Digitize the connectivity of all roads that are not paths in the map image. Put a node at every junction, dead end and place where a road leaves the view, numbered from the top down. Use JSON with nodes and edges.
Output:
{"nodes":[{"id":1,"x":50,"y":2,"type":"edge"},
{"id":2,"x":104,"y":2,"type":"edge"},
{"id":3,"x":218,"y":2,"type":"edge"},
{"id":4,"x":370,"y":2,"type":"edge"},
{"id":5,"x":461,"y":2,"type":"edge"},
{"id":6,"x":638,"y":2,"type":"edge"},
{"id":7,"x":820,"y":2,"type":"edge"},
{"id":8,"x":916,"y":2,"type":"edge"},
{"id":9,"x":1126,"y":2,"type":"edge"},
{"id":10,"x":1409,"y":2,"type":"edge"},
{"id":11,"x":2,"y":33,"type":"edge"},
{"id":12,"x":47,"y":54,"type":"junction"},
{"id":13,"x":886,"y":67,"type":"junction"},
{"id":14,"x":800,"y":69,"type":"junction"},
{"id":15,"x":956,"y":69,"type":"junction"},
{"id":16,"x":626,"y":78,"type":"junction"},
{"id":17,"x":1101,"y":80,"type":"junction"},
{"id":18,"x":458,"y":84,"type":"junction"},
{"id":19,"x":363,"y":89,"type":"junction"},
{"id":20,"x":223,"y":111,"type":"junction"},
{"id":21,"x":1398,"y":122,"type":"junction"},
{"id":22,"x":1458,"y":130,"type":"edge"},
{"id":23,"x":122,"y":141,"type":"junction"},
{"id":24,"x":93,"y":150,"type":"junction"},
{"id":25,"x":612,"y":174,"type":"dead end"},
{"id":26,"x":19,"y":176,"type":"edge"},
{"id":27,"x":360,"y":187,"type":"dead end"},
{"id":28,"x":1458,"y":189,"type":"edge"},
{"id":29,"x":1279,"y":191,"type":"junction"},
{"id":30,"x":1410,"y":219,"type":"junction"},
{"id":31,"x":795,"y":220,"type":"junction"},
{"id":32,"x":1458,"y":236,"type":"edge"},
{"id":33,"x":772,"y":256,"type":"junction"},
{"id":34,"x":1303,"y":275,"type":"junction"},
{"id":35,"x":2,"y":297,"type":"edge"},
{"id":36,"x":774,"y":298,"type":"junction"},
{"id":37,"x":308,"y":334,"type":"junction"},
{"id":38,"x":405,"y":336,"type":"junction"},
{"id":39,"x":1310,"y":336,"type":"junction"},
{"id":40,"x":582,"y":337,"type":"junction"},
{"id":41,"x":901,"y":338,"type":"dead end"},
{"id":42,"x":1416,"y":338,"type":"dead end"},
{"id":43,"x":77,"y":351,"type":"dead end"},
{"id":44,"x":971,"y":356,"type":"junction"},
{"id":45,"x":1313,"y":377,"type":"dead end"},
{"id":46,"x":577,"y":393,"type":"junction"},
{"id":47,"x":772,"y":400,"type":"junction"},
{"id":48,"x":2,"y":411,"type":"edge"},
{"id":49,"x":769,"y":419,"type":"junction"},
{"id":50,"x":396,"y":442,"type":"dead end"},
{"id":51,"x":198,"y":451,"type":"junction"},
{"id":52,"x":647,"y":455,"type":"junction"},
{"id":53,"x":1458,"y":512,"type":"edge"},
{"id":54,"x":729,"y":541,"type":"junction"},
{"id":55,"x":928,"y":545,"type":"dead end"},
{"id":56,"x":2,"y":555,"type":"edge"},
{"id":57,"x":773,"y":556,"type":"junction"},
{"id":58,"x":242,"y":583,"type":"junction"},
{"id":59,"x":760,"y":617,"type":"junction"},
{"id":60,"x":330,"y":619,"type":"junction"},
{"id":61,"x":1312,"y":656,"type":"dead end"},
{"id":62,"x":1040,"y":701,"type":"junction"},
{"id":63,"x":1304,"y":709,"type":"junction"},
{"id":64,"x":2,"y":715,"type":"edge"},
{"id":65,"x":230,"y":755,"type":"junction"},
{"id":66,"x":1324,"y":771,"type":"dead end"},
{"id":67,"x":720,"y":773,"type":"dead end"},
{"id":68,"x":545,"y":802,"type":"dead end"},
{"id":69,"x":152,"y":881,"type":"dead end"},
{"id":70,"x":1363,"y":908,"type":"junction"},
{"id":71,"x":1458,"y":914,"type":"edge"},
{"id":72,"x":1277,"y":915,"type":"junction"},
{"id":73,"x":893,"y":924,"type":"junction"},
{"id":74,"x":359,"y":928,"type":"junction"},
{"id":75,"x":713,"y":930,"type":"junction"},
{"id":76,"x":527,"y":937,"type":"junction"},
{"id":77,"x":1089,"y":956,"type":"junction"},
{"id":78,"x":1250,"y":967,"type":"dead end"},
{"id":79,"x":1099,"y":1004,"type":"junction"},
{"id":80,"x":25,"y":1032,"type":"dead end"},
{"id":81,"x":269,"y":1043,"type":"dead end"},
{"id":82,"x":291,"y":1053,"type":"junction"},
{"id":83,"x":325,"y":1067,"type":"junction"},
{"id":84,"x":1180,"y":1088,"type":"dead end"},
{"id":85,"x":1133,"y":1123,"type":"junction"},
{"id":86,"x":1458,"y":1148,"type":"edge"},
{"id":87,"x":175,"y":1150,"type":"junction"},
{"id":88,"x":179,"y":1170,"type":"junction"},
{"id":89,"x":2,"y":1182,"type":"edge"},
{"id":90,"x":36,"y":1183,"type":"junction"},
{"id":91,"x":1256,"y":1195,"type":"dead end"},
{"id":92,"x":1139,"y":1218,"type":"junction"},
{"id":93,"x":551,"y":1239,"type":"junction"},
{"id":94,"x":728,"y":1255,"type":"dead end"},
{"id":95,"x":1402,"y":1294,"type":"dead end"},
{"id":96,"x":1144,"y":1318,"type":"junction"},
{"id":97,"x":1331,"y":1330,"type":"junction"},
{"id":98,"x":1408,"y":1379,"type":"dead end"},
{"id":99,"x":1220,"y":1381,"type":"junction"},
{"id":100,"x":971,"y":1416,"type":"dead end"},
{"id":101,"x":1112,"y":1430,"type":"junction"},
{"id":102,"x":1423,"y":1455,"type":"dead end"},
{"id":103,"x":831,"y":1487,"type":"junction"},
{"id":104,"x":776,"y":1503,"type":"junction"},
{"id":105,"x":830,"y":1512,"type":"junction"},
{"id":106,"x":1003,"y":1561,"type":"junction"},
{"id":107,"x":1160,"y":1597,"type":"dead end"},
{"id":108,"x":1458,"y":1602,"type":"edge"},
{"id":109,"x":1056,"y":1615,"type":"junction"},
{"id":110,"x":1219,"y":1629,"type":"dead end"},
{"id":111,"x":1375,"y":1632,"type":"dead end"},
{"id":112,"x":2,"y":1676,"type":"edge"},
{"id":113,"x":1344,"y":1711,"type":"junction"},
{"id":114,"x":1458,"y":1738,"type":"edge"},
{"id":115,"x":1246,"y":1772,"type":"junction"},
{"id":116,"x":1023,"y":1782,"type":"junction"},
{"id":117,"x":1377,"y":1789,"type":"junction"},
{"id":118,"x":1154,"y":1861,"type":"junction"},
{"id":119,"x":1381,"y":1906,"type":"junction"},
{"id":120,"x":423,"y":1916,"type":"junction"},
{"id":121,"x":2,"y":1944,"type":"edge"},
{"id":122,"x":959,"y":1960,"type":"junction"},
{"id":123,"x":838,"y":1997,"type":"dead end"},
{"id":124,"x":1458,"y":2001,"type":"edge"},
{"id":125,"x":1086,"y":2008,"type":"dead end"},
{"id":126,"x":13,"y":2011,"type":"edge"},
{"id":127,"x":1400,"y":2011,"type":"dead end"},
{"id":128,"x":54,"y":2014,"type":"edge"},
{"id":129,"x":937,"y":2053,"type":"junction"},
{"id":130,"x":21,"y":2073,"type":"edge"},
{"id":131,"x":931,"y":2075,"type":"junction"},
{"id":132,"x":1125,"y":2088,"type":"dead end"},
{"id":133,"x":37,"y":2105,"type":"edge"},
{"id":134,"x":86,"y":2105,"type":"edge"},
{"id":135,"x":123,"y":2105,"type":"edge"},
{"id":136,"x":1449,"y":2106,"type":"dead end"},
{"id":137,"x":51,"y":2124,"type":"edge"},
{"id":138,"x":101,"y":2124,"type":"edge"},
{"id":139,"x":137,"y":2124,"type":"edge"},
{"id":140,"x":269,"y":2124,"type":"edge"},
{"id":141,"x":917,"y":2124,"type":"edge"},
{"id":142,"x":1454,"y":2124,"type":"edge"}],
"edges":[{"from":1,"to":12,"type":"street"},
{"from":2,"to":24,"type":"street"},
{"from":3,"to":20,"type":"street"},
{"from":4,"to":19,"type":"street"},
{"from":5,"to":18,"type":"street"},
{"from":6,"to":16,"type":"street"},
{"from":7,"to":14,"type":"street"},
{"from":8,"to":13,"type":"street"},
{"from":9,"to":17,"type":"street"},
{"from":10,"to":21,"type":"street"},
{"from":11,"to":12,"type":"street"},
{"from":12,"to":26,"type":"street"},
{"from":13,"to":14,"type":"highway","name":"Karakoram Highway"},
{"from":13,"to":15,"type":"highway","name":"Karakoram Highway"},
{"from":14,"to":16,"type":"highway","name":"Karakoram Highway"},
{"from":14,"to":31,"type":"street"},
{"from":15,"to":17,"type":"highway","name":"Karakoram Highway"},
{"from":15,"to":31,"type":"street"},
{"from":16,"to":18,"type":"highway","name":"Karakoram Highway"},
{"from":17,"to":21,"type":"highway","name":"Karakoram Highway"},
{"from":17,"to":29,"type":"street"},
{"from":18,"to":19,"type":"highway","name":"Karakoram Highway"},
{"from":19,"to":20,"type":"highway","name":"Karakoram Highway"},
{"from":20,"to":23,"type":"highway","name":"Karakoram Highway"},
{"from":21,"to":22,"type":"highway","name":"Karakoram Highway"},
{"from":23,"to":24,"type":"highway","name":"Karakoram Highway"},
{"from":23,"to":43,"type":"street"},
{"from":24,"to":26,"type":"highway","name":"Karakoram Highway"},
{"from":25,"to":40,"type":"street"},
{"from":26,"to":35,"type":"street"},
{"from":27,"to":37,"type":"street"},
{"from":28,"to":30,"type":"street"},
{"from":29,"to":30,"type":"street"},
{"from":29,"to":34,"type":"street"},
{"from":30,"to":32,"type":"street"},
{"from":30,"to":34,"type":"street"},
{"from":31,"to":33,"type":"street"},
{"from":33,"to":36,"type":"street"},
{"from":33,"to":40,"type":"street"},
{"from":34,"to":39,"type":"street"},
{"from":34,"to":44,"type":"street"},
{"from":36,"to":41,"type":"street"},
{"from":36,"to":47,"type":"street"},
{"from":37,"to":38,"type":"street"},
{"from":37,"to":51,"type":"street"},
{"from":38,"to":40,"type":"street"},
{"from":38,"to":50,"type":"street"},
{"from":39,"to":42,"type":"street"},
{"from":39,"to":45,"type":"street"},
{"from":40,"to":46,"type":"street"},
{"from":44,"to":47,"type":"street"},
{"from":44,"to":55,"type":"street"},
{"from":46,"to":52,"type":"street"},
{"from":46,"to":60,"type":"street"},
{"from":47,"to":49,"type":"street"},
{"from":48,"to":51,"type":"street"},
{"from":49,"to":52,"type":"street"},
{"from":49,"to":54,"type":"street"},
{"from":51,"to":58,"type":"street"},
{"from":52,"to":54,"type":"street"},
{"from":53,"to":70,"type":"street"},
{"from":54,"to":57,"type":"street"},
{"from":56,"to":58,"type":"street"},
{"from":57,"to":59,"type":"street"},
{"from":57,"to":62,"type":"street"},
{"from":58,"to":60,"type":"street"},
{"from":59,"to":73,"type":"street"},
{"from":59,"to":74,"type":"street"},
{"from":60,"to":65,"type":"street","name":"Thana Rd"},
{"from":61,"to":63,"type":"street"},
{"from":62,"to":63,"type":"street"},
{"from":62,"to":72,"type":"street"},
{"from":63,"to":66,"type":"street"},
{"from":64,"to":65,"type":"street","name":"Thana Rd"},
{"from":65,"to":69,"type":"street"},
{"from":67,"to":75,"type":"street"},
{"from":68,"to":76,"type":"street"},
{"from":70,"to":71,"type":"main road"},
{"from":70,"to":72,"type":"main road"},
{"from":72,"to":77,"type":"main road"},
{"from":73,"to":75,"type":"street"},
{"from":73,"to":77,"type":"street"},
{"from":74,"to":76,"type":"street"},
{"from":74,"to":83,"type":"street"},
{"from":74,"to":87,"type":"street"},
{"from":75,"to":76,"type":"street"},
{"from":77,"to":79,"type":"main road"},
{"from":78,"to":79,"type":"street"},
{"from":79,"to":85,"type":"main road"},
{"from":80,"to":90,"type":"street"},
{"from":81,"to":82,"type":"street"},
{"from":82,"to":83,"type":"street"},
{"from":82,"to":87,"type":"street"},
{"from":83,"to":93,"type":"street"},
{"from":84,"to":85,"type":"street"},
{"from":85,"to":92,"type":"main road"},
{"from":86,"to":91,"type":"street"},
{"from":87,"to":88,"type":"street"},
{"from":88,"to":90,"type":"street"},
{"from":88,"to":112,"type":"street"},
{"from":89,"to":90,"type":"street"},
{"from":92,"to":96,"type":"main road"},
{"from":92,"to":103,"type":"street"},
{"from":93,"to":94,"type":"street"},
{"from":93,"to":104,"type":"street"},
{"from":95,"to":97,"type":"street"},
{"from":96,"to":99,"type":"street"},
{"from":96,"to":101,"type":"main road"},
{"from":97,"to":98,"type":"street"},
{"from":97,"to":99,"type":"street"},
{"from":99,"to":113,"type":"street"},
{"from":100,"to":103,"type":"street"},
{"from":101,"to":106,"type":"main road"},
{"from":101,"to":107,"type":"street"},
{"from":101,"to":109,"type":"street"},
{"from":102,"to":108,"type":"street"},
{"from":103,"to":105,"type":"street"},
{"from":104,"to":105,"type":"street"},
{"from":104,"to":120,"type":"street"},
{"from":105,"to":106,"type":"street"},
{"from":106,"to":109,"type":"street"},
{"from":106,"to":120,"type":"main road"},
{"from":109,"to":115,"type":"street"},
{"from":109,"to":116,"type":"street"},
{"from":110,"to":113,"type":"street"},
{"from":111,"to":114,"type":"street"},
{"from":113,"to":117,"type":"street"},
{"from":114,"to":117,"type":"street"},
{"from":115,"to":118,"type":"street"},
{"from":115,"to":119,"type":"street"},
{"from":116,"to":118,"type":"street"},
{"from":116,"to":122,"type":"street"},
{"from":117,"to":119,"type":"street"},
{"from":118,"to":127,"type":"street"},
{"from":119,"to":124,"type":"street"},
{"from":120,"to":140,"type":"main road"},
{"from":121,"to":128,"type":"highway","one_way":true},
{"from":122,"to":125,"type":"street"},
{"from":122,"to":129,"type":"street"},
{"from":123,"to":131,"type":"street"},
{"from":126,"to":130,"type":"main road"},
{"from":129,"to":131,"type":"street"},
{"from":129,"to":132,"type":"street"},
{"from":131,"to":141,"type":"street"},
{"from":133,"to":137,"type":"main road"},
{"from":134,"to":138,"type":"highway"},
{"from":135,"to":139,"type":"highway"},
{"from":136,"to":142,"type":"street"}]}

········

## Task
In how many lines of the records does the word "Thana" appear? Give the number alone.

## Solved exercise
2